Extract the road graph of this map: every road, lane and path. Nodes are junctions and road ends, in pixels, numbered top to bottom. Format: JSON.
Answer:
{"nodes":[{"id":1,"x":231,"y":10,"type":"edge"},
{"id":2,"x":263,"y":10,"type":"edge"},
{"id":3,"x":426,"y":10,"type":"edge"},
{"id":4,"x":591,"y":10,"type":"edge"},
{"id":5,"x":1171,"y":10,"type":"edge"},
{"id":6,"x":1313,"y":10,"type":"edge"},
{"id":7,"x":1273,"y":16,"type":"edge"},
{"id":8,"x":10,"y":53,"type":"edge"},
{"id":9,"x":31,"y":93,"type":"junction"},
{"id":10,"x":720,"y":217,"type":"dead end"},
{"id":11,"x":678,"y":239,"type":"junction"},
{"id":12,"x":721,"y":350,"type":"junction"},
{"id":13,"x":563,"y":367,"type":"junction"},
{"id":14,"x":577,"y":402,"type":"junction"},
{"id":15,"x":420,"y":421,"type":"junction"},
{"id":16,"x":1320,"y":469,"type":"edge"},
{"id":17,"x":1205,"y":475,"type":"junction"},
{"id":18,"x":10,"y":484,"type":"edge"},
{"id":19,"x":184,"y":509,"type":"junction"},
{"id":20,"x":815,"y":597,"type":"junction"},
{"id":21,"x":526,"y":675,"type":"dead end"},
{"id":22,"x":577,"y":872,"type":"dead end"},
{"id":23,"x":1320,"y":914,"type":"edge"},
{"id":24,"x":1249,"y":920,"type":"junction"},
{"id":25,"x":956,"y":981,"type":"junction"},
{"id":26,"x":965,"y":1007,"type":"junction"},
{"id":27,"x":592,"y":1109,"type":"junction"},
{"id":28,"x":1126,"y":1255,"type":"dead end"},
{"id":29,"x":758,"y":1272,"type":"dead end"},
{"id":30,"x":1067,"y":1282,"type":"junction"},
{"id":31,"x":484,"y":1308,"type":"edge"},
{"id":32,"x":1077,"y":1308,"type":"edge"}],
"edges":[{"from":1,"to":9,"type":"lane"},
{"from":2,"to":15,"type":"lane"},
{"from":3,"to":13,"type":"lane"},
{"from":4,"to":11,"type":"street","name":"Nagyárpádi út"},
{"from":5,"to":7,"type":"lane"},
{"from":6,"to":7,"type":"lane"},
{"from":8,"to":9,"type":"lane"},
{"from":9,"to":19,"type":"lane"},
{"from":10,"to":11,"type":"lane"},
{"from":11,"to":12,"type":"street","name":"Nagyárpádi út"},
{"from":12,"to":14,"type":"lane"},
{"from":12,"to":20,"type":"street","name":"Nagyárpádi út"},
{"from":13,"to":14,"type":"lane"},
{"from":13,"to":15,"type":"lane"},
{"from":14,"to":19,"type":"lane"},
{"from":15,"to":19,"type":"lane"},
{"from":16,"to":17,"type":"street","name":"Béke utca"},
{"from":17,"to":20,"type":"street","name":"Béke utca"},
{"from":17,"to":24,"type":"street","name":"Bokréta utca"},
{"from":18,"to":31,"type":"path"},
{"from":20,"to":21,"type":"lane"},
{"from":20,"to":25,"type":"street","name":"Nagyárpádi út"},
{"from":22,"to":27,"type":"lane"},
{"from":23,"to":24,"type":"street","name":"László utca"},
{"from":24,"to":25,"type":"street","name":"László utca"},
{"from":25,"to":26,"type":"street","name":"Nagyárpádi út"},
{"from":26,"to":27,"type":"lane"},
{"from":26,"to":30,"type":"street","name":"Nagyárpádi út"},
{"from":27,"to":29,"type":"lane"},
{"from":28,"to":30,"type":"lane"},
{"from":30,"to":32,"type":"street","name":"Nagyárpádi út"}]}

^^^^^^^^

[WHAT YOU SHOULD DO] Reproduce the listing above precisely.

[YOUR SOLUTION]
Extract the road graph of this map: every road, lane and path. Nodes are junctions and road ends, in pixels, numbered top to bottom. Format: JSON.
Answer:
{"nodes":[{"id":1,"x":231,"y":10,"type":"edge"},
{"id":2,"x":263,"y":10,"type":"edge"},
{"id":3,"x":426,"y":10,"type":"edge"},
{"id":4,"x":591,"y":10,"type":"edge"},
{"id":5,"x":1171,"y":10,"type":"edge"},
{"id":6,"x":1313,"y":10,"type":"edge"},
{"id":7,"x":1273,"y":16,"type":"edge"},
{"id":8,"x":10,"y":53,"type":"edge"},
{"id":9,"x":31,"y":93,"type":"junction"},
{"id":10,"x":720,"y":217,"type":"dead end"},
{"id":11,"x":678,"y":239,"type":"junction"},
{"id":12,"x":721,"y":350,"type":"junction"},
{"id":13,"x":563,"y":367,"type":"junction"},
{"id":14,"x":577,"y":402,"type":"junction"},
{"id":15,"x":420,"y":421,"type":"junction"},
{"id":16,"x":1320,"y":469,"type":"edge"},
{"id":17,"x":1205,"y":475,"type":"junction"},
{"id":18,"x":10,"y":484,"type":"edge"},
{"id":19,"x":184,"y":509,"type":"junction"},
{"id":20,"x":815,"y":597,"type":"junction"},
{"id":21,"x":526,"y":675,"type":"dead end"},
{"id":22,"x":577,"y":872,"type":"dead end"},
{"id":23,"x":1320,"y":914,"type":"edge"},
{"id":24,"x":1249,"y":920,"type":"junction"},
{"id":25,"x":956,"y":981,"type":"junction"},
{"id":26,"x":965,"y":1007,"type":"junction"},
{"id":27,"x":592,"y":1109,"type":"junction"},
{"id":28,"x":1126,"y":1255,"type":"dead end"},
{"id":29,"x":758,"y":1272,"type":"dead end"},
{"id":30,"x":1067,"y":1282,"type":"junction"},
{"id":31,"x":484,"y":1308,"type":"edge"},
{"id":32,"x":1077,"y":1308,"type":"edge"}],
"edges":[{"from":1,"to":9,"type":"lane"},
{"from":2,"to":15,"type":"lane"},
{"from":3,"to":13,"type":"lane"},
{"from":4,"to":11,"type":"street","name":"Nagyárpádi út"},
{"from":5,"to":7,"type":"lane"},
{"from":6,"to":7,"type":"lane"},
{"from":8,"to":9,"type":"lane"},
{"from":9,"to":19,"type":"lane"},
{"from":10,"to":11,"type":"lane"},
{"from":11,"to":12,"type":"street","name":"Nagyárpádi út"},
{"from":12,"to":14,"type":"lane"},
{"from":12,"to":20,"type":"street","name":"Nagyárpádi út"},
{"from":13,"to":14,"type":"lane"},
{"from":13,"to":15,"type":"lane"},
{"from":14,"to":19,"type":"lane"},
{"from":15,"to":19,"type":"lane"},
{"from":16,"to":17,"type":"street","name":"Béke utca"},
{"from":17,"to":20,"type":"street","name":"Béke utca"},
{"from":17,"to":24,"type":"street","name":"Bokréta utca"},
{"from":18,"to":31,"type":"path"},
{"from":20,"to":21,"type":"lane"},
{"from":20,"to":25,"type":"street","name":"Nagyárpádi út"},
{"from":22,"to":27,"type":"lane"},
{"from":23,"to":24,"type":"street","name":"László utca"},
{"from":24,"to":25,"type":"street","name":"László utca"},
{"from":25,"to":26,"type":"street","name":"Nagyárpádi út"},
{"from":26,"to":27,"type":"lane"},
{"from":26,"to":30,"type":"street","name":"Nagyárpádi út"},
{"from":27,"to":29,"type":"lane"},
{"from":28,"to":30,"type":"lane"},
{"from":30,"to":32,"type":"street","name":"Nagyárpádi út"}]}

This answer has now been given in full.